___ MATERIALS PROVIDED ___

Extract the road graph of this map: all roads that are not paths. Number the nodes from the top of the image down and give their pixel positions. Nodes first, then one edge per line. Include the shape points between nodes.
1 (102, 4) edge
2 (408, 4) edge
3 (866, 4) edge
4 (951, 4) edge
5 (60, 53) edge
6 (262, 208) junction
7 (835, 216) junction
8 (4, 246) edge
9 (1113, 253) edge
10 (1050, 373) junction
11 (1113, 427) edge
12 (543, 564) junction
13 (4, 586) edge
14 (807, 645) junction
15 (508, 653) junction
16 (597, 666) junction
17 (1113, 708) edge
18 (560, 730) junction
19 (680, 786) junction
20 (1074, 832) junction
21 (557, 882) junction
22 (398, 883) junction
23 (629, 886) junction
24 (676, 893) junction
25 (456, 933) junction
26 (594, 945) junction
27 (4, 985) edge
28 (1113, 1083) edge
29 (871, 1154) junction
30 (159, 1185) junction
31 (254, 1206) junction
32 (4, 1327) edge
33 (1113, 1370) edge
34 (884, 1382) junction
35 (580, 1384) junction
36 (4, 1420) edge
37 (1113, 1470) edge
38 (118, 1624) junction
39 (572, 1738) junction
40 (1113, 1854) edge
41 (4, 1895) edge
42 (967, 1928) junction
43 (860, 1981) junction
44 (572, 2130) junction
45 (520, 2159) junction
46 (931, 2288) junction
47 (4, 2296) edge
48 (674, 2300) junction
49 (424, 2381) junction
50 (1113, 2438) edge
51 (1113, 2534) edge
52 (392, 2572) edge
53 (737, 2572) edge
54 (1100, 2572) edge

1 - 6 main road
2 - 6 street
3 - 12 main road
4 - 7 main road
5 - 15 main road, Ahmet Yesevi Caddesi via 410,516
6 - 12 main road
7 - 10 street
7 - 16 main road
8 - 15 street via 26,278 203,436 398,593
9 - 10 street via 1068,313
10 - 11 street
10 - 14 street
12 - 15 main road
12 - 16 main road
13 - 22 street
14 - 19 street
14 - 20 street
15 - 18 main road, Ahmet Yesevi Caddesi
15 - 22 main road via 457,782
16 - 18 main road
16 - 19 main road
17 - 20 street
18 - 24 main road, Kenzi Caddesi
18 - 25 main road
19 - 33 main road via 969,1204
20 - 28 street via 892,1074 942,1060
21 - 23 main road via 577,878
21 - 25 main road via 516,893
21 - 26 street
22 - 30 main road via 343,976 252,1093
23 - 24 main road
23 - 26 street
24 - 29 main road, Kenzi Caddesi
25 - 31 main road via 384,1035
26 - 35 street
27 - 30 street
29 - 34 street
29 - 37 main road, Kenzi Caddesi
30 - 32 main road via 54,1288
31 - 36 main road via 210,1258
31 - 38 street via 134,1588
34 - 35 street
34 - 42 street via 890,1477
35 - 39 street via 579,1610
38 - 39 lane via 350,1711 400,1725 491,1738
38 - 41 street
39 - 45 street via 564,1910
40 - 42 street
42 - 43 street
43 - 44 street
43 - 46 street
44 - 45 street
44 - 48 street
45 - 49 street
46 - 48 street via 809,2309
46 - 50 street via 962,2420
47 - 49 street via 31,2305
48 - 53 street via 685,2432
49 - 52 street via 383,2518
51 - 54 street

___

**EXERCISE OBJECTIVE:** Only an exact copy of the entries above will do.

**TASK RESULT:**
Extract the road graph of this map: all roads that are not paths. Number the nodes from the top of the image down and give their pixel positions. Nodes first, then one edge per line. Include the shape points between nodes.
1 (102, 4) edge
2 (408, 4) edge
3 (866, 4) edge
4 (951, 4) edge
5 (60, 53) edge
6 (262, 208) junction
7 (835, 216) junction
8 (4, 246) edge
9 (1113, 253) edge
10 (1050, 373) junction
11 (1113, 427) edge
12 (543, 564) junction
13 (4, 586) edge
14 (807, 645) junction
15 (508, 653) junction
16 (597, 666) junction
17 (1113, 708) edge
18 (560, 730) junction
19 (680, 786) junction
20 (1074, 832) junction
21 (557, 882) junction
22 (398, 883) junction
23 (629, 886) junction
24 (676, 893) junction
25 (456, 933) junction
26 (594, 945) junction
27 (4, 985) edge
28 (1113, 1083) edge
29 (871, 1154) junction
30 (159, 1185) junction
31 (254, 1206) junction
32 (4, 1327) edge
33 (1113, 1370) edge
34 (884, 1382) junction
35 (580, 1384) junction
36 (4, 1420) edge
37 (1113, 1470) edge
38 (118, 1624) junction
39 (572, 1738) junction
40 (1113, 1854) edge
41 (4, 1895) edge
42 (967, 1928) junction
43 (860, 1981) junction
44 (572, 2130) junction
45 (520, 2159) junction
46 (931, 2288) junction
47 (4, 2296) edge
48 (674, 2300) junction
49 (424, 2381) junction
50 (1113, 2438) edge
51 (1113, 2534) edge
52 (392, 2572) edge
53 (737, 2572) edge
54 (1100, 2572) edge

1 - 6 main road
2 - 6 street
3 - 12 main road
4 - 7 main road
5 - 15 main road, Ahmet Yesevi Caddesi via 410,516
6 - 12 main road
7 - 10 street
7 - 16 main road
8 - 15 street via 26,278 203,436 398,593
9 - 10 street via 1068,313
10 - 11 street
10 - 14 street
12 - 15 main road
12 - 16 main road
13 - 22 street
14 - 19 street
14 - 20 street
15 - 18 main road, Ahmet Yesevi Caddesi
15 - 22 main road via 457,782
16 - 18 main road
16 - 19 main road
17 - 20 street
18 - 24 main road, Kenzi Caddesi
18 - 25 main road
19 - 33 main road via 969,1204
20 - 28 street via 892,1074 942,1060
21 - 23 main road via 577,878
21 - 25 main road via 516,893
21 - 26 street
22 - 30 main road via 343,976 252,1093
23 - 24 main road
23 - 26 street
24 - 29 main road, Kenzi Caddesi
25 - 31 main road via 384,1035
26 - 35 street
27 - 30 street
29 - 34 street
29 - 37 main road, Kenzi Caddesi
30 - 32 main road via 54,1288
31 - 36 main road via 210,1258
31 - 38 street via 134,1588
34 - 35 street
34 - 42 street via 890,1477
35 - 39 street via 579,1610
38 - 39 lane via 350,1711 400,1725 491,1738
38 - 41 street
39 - 45 street via 564,1910
40 - 42 street
42 - 43 street
43 - 44 street
43 - 46 street
44 - 45 street
44 - 48 street
45 - 49 street
46 - 48 street via 809,2309
46 - 50 street via 962,2420
47 - 49 street via 31,2305
48 - 53 street via 685,2432
49 - 52 street via 383,2518
51 - 54 street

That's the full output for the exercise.